[Opening Provided records section]
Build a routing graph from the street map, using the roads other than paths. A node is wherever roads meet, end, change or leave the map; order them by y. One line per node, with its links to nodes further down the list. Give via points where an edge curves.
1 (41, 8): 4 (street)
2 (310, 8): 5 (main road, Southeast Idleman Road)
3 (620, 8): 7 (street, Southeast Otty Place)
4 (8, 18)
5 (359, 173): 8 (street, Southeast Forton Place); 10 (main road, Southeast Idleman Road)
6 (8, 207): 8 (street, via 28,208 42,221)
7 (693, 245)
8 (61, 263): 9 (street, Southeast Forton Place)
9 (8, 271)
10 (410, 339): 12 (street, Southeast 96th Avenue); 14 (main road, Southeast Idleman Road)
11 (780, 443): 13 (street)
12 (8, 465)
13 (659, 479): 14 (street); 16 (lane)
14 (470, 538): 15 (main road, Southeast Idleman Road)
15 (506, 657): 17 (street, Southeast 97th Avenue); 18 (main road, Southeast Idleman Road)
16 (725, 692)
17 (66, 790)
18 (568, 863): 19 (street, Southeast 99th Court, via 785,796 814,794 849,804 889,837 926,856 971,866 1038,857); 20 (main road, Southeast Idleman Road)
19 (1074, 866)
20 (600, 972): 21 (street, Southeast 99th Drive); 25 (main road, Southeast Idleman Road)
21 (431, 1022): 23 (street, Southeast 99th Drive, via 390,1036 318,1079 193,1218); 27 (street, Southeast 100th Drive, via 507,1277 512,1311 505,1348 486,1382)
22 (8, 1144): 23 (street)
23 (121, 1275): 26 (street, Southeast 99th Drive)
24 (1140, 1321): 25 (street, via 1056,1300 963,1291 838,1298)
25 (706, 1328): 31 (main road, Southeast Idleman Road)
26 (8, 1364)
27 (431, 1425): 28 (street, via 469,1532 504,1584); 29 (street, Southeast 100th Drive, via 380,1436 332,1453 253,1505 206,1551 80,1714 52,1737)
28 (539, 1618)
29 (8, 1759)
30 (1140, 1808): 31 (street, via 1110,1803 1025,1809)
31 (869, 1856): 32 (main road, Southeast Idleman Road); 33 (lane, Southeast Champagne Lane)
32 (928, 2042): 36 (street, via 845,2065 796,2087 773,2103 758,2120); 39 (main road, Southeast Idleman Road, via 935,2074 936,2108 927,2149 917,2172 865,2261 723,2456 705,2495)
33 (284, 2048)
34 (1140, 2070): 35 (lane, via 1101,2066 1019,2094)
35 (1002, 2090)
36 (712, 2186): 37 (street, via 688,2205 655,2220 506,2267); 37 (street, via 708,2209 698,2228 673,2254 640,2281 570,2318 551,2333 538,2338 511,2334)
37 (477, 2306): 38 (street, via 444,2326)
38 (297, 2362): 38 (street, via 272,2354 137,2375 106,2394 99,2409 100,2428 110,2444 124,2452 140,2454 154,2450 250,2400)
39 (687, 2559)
[Closing Provided records section]
Directions for this task :: The answer is every line in the data where the word "Avenue" appears.

Solved problem ::
10 (410, 339): 12 (street, Southeast 96th Avenue); 14 (main road, Southeast Idleman Road)
15 (506, 657): 17 (street, Southeast 97th Avenue); 18 (main road, Southeast Idleman Road)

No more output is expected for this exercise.